Task objective | Where does "serif" occur in the listing? Copy every line that holds it.

Dataset records Block Start

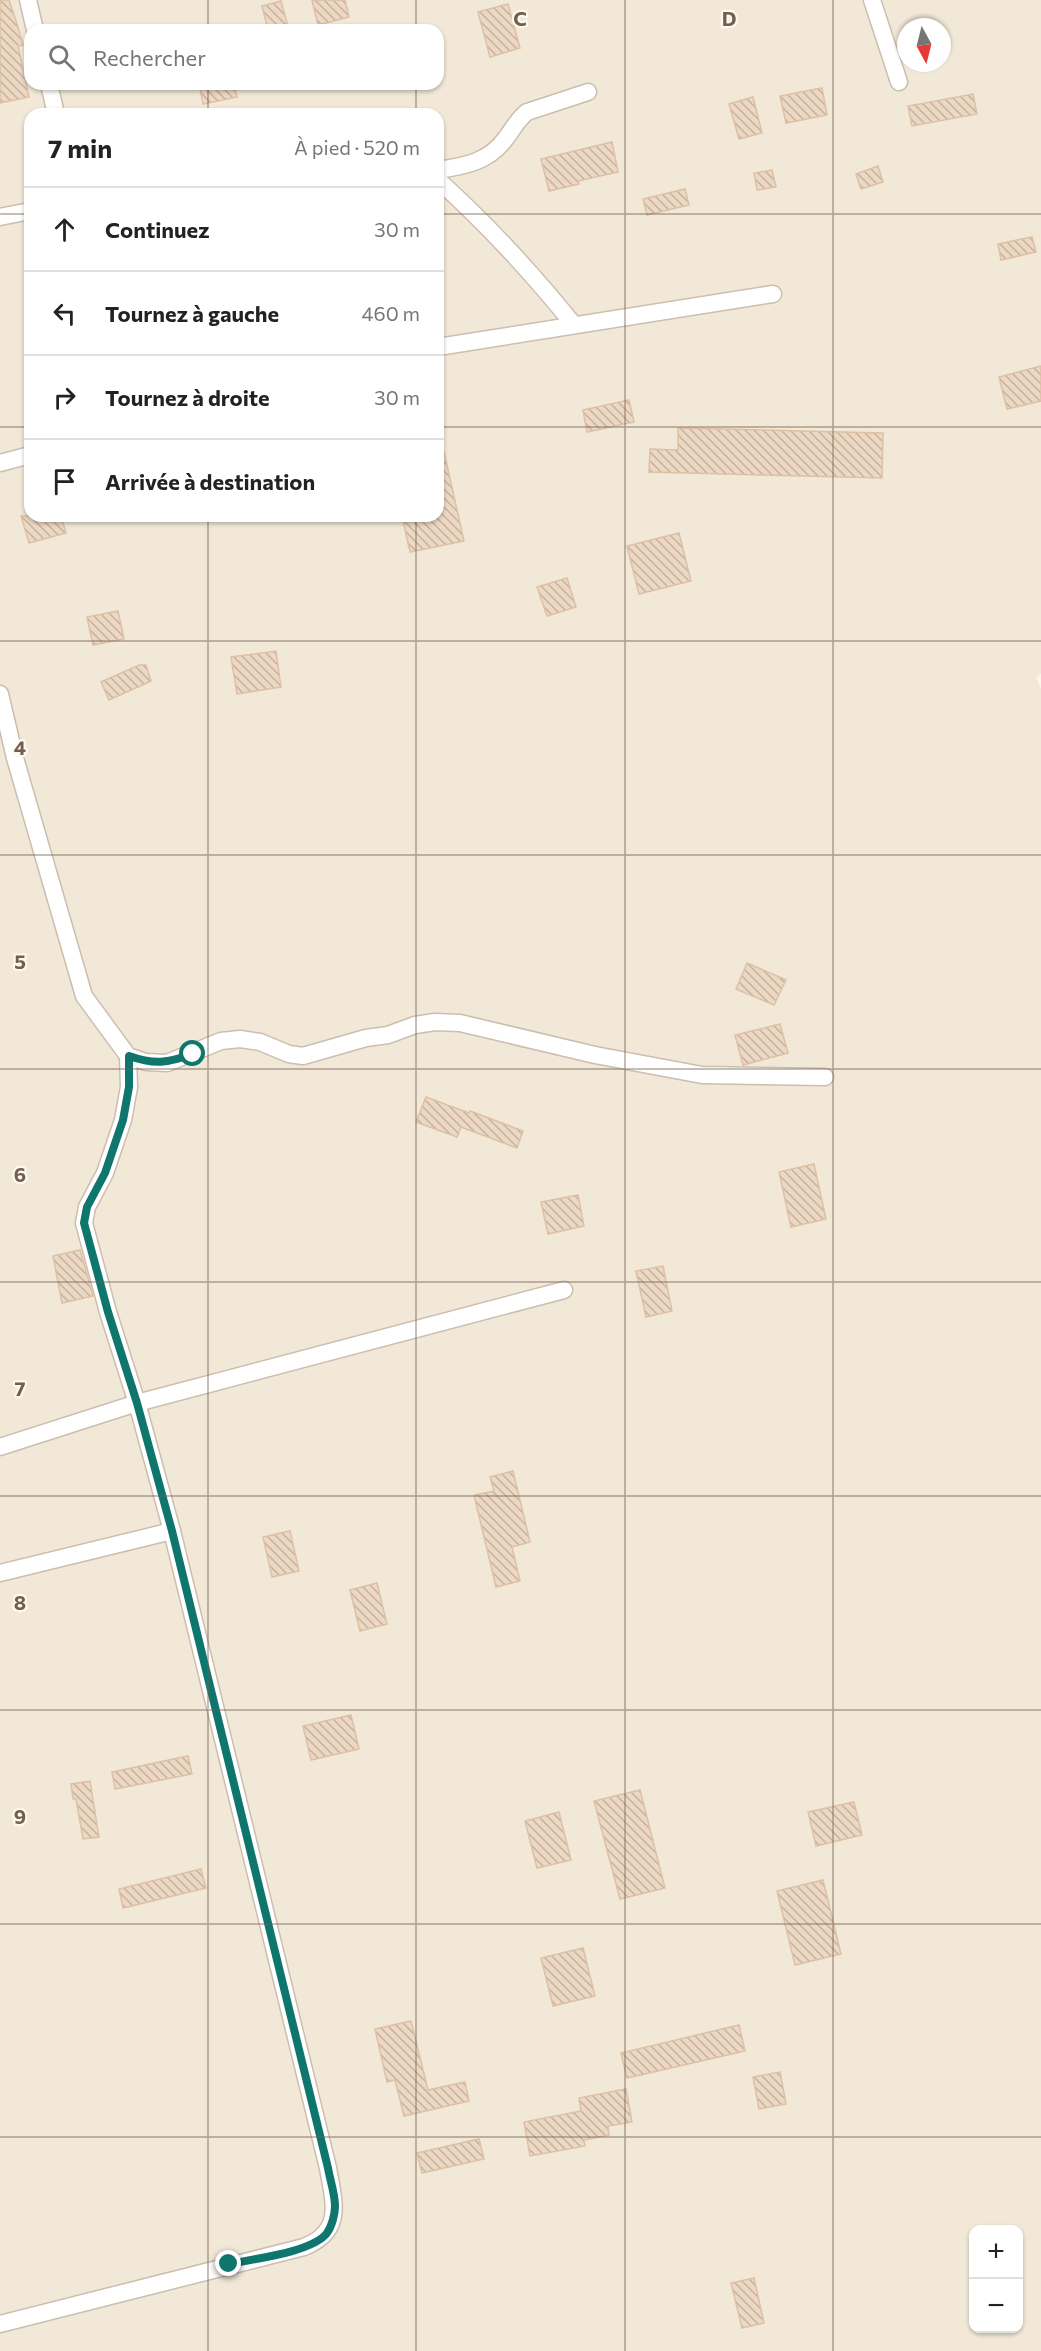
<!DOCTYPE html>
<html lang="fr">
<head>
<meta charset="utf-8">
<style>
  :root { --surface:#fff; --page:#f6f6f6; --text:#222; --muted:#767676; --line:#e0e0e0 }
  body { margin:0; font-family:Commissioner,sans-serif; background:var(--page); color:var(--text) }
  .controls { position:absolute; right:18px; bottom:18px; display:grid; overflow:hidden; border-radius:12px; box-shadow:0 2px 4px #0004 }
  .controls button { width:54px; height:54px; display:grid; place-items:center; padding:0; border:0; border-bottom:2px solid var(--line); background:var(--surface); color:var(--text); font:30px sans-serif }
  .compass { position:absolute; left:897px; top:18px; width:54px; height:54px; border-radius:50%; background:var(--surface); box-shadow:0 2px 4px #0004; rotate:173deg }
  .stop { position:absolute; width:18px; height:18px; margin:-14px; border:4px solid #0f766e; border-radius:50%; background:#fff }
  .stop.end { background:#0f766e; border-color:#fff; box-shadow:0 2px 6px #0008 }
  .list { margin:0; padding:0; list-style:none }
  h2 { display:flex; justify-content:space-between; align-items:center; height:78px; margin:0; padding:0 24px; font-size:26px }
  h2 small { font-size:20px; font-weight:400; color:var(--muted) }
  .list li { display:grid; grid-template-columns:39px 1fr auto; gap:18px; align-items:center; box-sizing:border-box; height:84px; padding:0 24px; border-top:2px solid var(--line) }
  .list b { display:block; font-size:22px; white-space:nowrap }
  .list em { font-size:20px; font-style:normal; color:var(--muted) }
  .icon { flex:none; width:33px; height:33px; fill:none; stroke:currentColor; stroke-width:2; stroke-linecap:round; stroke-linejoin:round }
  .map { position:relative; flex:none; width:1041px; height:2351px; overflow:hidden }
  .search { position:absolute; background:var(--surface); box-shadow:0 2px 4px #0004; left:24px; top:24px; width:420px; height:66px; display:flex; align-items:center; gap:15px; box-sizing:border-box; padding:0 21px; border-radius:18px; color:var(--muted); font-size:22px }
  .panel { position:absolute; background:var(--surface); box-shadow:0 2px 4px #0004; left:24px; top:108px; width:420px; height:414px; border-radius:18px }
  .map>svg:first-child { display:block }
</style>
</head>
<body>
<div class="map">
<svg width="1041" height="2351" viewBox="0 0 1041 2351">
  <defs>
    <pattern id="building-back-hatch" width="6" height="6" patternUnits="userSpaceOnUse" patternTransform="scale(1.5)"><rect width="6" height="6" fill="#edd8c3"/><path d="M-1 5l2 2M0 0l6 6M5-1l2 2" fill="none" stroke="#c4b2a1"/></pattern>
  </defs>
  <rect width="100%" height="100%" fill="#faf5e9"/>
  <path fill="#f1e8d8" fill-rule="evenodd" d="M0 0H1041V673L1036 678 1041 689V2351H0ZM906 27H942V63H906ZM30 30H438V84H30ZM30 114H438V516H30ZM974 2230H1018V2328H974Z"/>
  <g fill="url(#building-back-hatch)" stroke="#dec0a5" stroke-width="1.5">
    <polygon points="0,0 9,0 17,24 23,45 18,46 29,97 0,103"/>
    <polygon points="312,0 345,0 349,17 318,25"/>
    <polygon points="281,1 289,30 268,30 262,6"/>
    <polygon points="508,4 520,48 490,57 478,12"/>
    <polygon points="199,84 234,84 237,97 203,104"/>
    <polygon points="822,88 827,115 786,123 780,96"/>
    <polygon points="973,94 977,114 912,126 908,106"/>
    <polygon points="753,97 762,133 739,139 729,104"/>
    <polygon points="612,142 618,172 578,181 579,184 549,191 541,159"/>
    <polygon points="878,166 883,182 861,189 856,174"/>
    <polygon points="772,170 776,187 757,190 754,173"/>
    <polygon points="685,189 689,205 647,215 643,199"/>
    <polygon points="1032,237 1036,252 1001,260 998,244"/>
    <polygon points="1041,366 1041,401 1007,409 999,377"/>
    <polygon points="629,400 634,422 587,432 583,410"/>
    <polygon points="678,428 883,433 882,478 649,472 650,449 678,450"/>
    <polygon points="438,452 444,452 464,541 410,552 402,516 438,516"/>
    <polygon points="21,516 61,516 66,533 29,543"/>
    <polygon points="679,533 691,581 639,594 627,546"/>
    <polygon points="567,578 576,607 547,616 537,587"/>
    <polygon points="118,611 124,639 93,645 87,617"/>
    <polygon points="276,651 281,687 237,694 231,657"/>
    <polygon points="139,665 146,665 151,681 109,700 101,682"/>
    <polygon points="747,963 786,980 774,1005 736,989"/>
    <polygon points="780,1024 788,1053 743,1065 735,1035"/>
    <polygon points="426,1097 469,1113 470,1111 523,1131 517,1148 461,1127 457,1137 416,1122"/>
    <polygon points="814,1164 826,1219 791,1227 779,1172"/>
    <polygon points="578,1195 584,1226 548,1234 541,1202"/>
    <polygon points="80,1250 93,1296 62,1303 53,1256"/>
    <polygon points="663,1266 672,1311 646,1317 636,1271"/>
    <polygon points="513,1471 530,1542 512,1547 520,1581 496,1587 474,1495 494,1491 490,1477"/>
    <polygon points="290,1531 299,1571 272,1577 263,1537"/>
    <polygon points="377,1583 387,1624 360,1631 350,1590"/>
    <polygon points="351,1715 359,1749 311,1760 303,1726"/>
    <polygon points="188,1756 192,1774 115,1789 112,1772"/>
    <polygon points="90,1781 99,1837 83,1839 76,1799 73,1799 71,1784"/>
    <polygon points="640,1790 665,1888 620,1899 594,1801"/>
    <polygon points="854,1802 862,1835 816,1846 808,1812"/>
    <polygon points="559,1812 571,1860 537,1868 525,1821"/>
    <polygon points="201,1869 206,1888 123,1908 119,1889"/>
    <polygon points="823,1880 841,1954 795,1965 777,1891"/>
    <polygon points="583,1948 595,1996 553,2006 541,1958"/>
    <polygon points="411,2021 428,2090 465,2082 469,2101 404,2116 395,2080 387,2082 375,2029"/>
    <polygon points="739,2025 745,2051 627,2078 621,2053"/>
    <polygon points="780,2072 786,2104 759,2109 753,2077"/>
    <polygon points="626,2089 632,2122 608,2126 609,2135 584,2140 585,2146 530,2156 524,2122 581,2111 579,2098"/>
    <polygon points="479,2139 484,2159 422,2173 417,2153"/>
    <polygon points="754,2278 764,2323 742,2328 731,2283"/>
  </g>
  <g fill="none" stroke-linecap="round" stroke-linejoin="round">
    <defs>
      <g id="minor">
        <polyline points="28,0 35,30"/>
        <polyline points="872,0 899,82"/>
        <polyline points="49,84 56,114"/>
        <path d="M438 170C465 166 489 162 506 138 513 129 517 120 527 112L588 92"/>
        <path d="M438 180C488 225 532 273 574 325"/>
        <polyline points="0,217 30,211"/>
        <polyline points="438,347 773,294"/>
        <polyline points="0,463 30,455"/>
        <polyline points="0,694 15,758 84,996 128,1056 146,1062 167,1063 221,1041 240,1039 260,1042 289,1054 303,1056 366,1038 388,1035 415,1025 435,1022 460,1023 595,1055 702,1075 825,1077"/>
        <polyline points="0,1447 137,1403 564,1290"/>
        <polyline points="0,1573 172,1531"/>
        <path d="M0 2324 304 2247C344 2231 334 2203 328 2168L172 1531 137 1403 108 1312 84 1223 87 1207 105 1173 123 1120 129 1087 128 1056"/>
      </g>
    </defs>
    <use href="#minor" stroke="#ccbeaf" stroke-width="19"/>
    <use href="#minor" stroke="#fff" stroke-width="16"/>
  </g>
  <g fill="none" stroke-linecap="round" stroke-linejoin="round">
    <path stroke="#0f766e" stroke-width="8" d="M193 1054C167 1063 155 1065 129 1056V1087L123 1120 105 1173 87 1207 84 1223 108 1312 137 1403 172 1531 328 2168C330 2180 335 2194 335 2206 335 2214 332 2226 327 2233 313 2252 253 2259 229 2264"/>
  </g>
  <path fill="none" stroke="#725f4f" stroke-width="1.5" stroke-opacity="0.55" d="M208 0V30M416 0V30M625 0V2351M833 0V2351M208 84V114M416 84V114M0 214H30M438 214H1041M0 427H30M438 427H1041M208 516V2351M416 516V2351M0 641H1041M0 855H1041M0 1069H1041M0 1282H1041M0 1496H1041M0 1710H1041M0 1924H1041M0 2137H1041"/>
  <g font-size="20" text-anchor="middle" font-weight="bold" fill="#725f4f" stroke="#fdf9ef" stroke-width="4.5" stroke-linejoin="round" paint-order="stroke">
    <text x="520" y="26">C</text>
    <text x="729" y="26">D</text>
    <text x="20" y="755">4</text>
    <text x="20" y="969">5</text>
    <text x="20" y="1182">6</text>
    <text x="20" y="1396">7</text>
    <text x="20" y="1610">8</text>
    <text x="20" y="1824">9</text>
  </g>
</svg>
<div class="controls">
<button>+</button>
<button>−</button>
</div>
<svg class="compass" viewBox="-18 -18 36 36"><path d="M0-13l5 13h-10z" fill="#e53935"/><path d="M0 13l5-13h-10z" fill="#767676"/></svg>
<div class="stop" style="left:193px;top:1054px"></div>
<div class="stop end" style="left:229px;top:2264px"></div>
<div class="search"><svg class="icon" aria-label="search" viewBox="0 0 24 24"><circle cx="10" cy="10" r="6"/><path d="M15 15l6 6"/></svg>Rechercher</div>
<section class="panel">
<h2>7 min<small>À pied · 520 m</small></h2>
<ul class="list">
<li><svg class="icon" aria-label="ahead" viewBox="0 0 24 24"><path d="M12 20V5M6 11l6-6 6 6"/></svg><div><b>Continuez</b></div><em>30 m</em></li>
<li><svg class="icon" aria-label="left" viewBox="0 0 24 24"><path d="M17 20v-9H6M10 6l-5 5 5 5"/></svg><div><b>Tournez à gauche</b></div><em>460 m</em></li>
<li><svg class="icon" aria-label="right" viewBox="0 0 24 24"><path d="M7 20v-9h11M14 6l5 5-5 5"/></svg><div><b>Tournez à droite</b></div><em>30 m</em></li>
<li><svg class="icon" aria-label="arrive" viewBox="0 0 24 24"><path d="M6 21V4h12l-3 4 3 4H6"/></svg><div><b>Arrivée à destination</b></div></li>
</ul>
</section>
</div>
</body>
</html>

Dataset records Block End

Result of this task |
  body { margin:0; font-family:Commissioner,sans-serif; background:var(--page); color:var(--text) }
  .controls button { width:54px; height:54px; display:grid; place-items:center; padding:0; border:0; border-bottom:2px solid var(--line); background:var(--surface); color:var(--text); font:30px sans-serif }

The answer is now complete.